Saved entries
-- Opening Marker --
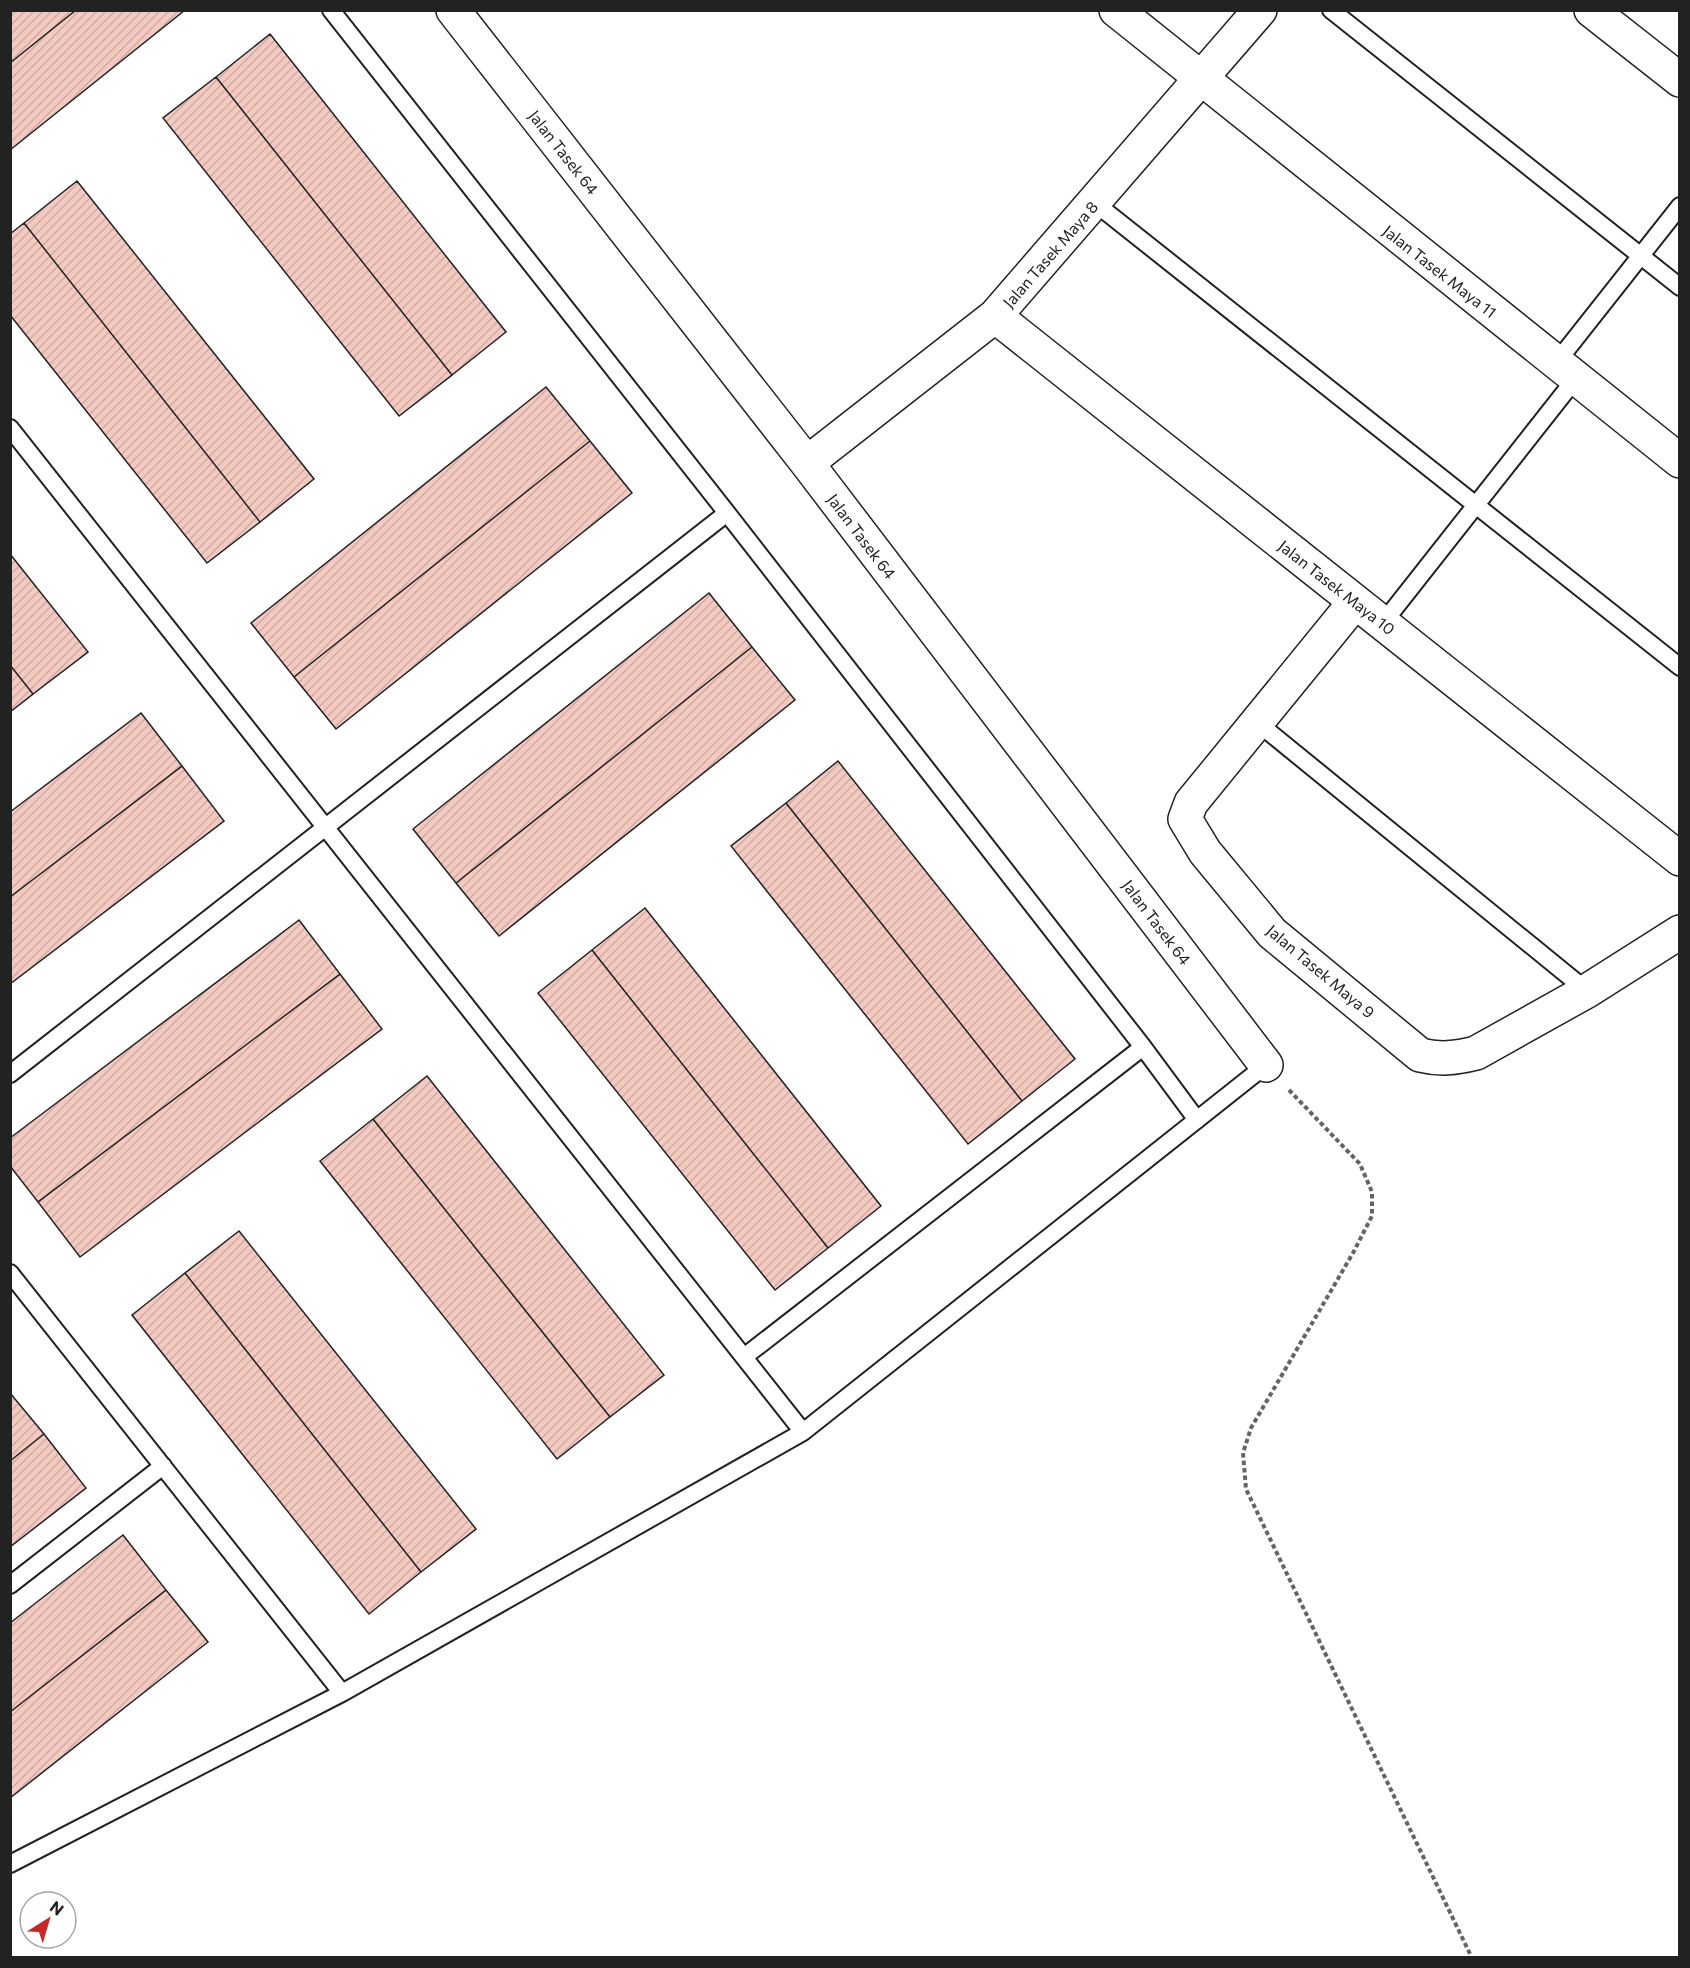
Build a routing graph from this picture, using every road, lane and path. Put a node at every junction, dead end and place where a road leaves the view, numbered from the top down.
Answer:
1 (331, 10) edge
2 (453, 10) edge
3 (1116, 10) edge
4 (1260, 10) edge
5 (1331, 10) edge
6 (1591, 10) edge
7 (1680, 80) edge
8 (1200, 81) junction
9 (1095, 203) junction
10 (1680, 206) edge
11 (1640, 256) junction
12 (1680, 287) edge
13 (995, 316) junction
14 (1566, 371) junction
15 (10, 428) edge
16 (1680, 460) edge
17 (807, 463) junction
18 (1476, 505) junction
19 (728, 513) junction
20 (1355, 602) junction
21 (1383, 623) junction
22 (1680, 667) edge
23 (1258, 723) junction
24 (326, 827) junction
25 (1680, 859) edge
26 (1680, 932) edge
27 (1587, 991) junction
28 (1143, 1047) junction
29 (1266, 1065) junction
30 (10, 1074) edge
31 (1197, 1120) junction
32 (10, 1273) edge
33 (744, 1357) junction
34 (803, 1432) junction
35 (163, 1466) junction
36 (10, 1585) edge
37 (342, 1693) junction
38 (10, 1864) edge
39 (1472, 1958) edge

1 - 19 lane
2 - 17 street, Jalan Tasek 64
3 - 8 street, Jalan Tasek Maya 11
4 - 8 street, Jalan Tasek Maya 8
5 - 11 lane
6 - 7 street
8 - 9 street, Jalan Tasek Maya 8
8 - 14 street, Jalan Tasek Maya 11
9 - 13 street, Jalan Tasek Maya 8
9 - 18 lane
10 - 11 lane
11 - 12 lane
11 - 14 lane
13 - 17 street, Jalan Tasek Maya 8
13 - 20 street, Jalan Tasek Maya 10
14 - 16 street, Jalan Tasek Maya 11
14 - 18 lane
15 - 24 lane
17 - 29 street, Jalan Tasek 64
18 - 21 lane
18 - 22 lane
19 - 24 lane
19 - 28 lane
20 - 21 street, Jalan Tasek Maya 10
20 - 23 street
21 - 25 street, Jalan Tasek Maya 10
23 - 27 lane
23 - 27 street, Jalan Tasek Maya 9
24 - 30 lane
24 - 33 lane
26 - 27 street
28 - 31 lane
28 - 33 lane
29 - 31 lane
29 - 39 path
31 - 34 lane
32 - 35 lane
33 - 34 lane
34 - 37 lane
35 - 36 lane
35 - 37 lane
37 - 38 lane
-- Closing Marker --
## Work item:
A single number is required: the count of lines in the data that include the string "path".

## Answer space:
2